Subtitles are...troublesome to me. They could be better, they could be WAY worse. Translation is overall solid but the Transliteration is all over the place, ranging from 'tight' (direct translation with no 'smoothing') to 'reasonable' (removing the dire formatting and reading more like reasonable spoken English) to 'odd' (either seemingly made up or reading like an English translation of a Chinese translation of the Japanese dialog). As we rarely get direct contact with people like Discotek I can't tell if these are Toei-provided translations that have been 'massaged' a little or what. SOMEONE should have caught that 'thunder cannon' should have been translated as shock cannon, or just ignore the time they use that and stuck with Pulsar cannon which is used most of the time- as one small example.
But the BIGGEST sub issue I have is the so-far inconsistent use of subtitles for songs within the episodes. What I've seen so far is a song will start, we'll get subs, then a chara will start talking and *woomp* the song subs stop, even as the song continues to play. Another time it did this, then cut the song sub back in when a chara stopped talking, then cut out again. third time they didn't bother to sub the song. Now, I know that subtitling on a DVD is a king bitch (cf. statement on ANN's Answerman column) compared to the crazy world of the fansubber but there had to be a cleaner way to do this. And the worst issue, the OP and ED credits. Now, if you know Space Pirate Captain Harlock, those title cards that flash up have HUGE kana/kanji on them, so between them and the animation under there's not a lot of spare room. I think the 'black screen at the end with scrolling English text' style that Mediablasters uses would have been a better choice because we only get like 15% of all the credits translated. Basically the 'above the line' staff and most of the seiyuu. I know it probably doesn't MATTER but it's nice to have that data, isn't it?
And that's why I wish there was a booklet enclosed. Those credits could have been printed in full, the songs translated in full, gosh maybe even something about the 1978 Toei TV Manga festival featurette 'The Mystery of the Arcadia'. So there's a missed opportunity there.
Well, those sorts of things aren't the norm for Discotek so it's no surprise they're not there.
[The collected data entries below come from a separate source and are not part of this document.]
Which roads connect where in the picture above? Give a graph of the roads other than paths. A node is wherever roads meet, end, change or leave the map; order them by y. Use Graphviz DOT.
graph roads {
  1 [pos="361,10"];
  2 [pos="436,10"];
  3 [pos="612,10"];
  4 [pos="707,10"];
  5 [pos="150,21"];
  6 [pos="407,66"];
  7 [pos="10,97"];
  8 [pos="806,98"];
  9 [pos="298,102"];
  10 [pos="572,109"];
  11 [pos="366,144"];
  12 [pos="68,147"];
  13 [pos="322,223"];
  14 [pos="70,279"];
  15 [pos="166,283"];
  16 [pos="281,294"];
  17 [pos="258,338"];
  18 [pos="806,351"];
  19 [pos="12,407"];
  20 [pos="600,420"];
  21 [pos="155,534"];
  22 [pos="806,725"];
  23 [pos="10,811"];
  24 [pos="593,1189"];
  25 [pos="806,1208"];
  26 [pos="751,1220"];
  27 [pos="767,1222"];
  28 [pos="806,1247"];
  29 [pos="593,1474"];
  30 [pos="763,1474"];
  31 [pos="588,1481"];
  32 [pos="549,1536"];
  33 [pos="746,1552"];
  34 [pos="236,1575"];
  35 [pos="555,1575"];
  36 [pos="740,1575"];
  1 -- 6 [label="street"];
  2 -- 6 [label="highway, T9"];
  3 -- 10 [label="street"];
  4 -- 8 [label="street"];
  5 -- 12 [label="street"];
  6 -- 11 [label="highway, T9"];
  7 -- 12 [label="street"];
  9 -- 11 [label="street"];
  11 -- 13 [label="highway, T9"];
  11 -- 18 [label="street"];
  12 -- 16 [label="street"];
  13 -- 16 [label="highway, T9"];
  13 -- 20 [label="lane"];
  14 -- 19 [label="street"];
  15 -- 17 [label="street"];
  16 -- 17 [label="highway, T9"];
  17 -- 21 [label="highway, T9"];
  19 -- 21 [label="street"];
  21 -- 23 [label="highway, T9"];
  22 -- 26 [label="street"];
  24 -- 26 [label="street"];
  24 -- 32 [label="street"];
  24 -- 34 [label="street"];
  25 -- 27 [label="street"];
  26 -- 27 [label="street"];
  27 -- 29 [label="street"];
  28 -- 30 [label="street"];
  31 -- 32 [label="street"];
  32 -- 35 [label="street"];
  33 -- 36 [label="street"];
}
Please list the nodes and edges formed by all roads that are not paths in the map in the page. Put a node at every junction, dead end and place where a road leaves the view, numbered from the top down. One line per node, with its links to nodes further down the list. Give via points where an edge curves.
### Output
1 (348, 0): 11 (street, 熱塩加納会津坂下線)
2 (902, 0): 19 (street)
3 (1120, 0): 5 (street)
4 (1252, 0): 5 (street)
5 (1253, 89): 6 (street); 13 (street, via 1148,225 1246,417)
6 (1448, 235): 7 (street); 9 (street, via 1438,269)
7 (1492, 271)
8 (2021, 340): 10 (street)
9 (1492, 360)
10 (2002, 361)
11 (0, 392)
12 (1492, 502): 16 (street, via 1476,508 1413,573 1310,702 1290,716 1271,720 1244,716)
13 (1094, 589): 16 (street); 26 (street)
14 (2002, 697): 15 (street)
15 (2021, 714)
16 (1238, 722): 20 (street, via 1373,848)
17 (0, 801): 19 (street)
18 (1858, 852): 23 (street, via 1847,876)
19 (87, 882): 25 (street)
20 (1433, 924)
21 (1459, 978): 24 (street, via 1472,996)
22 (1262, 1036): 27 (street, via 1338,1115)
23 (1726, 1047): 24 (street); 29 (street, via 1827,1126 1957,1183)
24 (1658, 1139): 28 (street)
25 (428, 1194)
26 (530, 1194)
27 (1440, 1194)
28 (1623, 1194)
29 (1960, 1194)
Still and all it's an overall solid effort, a release deemed impossible during the fattiest of the 'boom' years of American Anime Releases (when such a risk was actually more safe but no) and I would say overall better handled than Bandai's own release of Zeta Gundam. I am not sorry I spent the money.
Hey, you know what I miss in anime today? Watching these episodes reminded me of one thing that just isn't done anymore.
The eye wiggle.
The way of showing someone holding back REALLY DEEP STRONG EMOTIONS was to have the eyes, or even sometimes just the pupils, 'wiggle' just a bit.
Ya just don't see that anymore. I'm guessing it's harder to do with digicel work than old fashioned hand animation, or something. I miss it.
Anyway, that's my foolish review. Buy it. It's worthy.